Из-под зеленого козырька, скатывая пудру, вытекли две громадные слезищи. Впервые в жизни Остерман плакал бесхитростно – от души. Глубоко страдая… На этот раз он плакал непритворно!
* * *Вот когда началась схватка. Не на жизнь, а на смерть! Если хочешь выжить – убей Волынского: механик опытный, с рукою сильною, он за колесо ухватился и тянет машину Остерманову в иную сторону. Убить его! Распять его! Ибо – умен. Ибо – настырен. Ибо – до власти жаден и неспокоен… Вперед на врага! И боевая колесница Остермана вкатилась в покои императрицы.
Сказал твердо, заведомо зная, что его слово – закон:
– По смерти великого канцлера Головкина, на место упалое никак нельзя Волынскому в Кабинет входить, яко вору и смутьяну… Един есть претендент на это место – Ягужинский граф, коего, мыслю, из Берлина надобно срочно вызвать…
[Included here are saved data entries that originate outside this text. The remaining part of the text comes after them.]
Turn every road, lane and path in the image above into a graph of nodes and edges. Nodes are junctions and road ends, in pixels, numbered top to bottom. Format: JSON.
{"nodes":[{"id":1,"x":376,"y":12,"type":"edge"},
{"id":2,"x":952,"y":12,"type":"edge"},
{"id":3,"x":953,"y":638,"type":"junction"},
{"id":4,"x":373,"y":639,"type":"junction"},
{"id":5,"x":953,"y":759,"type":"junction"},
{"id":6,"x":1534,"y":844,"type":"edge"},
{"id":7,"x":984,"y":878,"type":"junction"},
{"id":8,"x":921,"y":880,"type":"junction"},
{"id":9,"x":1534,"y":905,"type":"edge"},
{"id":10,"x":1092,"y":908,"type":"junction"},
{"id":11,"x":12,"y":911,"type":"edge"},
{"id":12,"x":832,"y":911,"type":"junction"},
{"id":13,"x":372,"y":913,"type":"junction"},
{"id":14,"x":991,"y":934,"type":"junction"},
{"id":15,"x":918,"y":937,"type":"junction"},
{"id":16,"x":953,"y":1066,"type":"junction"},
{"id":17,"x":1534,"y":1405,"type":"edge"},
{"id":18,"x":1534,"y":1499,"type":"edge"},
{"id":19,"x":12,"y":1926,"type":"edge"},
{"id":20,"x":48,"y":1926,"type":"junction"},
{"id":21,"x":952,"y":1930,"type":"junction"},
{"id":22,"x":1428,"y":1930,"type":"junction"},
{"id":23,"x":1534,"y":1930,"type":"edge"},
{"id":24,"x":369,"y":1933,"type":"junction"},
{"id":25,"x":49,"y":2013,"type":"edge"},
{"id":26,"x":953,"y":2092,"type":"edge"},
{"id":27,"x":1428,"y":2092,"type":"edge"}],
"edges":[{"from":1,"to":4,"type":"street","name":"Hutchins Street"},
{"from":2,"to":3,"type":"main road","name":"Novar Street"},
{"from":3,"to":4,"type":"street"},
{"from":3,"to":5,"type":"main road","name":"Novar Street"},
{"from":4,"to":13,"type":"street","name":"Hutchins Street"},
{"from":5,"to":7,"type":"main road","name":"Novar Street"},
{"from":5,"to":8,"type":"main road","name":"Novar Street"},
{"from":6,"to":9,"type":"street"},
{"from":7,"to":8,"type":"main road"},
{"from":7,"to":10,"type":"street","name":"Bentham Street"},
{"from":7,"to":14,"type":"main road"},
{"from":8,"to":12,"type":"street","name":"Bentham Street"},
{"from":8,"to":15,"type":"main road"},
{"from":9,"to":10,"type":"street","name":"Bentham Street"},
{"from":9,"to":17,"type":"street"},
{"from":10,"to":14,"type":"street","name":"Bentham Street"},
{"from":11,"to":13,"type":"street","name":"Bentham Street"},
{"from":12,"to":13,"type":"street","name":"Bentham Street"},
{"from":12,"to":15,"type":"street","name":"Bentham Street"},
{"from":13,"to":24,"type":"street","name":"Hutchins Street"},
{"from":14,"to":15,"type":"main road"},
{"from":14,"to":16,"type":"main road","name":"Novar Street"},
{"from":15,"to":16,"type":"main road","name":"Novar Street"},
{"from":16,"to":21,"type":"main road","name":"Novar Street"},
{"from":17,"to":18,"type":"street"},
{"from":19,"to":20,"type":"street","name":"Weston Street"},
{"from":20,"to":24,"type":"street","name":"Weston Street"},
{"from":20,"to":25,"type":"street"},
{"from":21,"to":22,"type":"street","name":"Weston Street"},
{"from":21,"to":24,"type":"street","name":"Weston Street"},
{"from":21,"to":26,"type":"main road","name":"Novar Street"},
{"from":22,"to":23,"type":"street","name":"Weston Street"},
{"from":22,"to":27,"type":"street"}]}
Острие пики Остермана было нацелено и в Бирена. Даром, что ли, Пашка кафтан ему шпагою распорол? Анна Иоанновна посоветовалась с обер-камергером, и Бирен кандидатуру Ягужинского поддержал. Но думал уже совсем иначе: «Ягужинский-то Остермана изничтожит…» Каждый по-разному, но целил на «самобытство» Ягужинского.
– А кого же в Берлин ставить? – спросила Анна Иоанновна.
– Ваше величество, – отвечал Остерман, – пора фон Браккеля карьерно выдвигать, яко человека вам верного…
– Хо! – сказал Бирен, смеясь. – Это славно придумано: все подлецы отлично уживаются в Берлине… Пусть Ягужинский едет к нам – в Петербург!
«А я его, – думал Остерман, – под столом здесь, будто собаку, держать стану… Конъюнктуры, судари мои, опять конъюнктуры!»
* * *В эти дни Артемий Петрович жил, как во сне сладком. По домам ездил, проект свой читал. Хвалился:
– Это мнение – начало, судари. Я буду сочинять и далее, дабы отечеству нашему пользу принесть. И не может так статься, чтобы пользы народу от меня не было…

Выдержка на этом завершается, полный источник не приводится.